Consider an n-point metric M = (V,delta), and a transmission range assignment r: V → R+ that maps each point v in V to the disk of radius r(v) around it. The symmetric disk graph (henceforth, SDG) that corresponds to M and r is the undirected graph over V whose edge set includes an edge (u,v) if both r(u) and r(v) are no smaller than delta(u,v). SDGs are often used to model wireless communication networks. Abu-Affash, Aschner, Carmi and Katz (SWAT 2010, AACK10) showed that for any 2-dimensional Euclidean n-point metric M, the weight of the MST of every connected SDG for M is O(log n) w(MST(M)), and that this bound is tight.

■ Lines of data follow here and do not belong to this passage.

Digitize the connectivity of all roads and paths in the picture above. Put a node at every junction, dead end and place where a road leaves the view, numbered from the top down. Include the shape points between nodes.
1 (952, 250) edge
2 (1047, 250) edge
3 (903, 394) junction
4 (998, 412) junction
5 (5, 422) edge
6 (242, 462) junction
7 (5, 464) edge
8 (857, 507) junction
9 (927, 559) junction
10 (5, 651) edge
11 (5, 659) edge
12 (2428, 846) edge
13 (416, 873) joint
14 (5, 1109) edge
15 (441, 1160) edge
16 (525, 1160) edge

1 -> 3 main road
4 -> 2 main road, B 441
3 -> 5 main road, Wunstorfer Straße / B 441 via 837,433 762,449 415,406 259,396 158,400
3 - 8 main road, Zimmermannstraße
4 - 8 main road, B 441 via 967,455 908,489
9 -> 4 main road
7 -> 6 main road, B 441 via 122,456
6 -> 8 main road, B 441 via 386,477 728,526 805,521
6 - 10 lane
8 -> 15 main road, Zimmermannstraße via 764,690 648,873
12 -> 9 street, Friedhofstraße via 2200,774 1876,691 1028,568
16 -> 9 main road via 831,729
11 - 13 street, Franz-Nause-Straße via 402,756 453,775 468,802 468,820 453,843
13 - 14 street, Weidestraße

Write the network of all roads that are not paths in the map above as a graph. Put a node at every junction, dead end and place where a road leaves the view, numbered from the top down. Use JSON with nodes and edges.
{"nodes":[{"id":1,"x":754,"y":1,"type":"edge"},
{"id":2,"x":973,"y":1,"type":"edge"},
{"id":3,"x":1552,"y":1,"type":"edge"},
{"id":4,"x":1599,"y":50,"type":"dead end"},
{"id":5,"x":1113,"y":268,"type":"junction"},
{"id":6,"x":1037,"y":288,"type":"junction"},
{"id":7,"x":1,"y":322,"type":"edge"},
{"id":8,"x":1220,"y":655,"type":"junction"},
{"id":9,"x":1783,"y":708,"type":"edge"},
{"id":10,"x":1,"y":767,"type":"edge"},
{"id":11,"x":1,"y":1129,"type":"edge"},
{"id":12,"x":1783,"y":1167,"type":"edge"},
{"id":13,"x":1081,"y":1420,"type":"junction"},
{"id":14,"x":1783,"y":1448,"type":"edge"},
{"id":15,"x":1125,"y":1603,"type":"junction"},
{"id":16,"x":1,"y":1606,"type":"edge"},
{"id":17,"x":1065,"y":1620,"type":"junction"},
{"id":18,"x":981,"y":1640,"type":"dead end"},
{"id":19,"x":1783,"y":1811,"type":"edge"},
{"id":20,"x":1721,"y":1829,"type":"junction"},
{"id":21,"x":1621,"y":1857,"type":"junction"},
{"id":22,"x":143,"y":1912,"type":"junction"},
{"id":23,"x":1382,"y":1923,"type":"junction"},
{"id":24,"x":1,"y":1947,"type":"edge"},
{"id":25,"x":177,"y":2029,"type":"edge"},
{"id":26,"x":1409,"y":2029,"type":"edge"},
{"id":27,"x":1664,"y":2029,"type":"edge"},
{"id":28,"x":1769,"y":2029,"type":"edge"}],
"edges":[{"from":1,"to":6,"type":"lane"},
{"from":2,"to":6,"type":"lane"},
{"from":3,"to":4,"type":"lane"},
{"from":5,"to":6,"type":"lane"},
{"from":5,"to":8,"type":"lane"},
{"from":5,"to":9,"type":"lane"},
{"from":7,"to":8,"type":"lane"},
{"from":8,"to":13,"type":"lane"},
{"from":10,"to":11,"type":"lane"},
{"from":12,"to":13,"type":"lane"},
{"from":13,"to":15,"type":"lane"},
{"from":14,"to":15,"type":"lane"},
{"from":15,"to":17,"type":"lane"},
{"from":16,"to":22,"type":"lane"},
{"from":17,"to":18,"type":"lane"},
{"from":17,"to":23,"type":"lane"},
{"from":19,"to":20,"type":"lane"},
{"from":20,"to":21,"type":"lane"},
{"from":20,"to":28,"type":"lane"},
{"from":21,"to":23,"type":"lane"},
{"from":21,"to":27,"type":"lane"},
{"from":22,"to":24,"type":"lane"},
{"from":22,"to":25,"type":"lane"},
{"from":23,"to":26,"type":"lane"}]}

However, the upper bound proof of AACK10 relies heavily on basic geometric properties of 2-dimensional Euclidean metrics, and does not extend to higher dimensions. A natural question that arises is whether this surprising upper bound of AACK10 can be generalized for wider families of metrics, such as 3-dimensional Euclidean metrics. In this paper we generalize the upper bound of Abu-Affash et al. AACK10 for Euclidean metrics of any dimension. Furthermore, our upper bound extends to arbitrary metrics and, in particular, it applies to any of the normed spaces ellp. Specifically, we demonstrate that for any n-point metric M, the weight of the MST of every connected SDG for M is O(log n) w(MST(M)).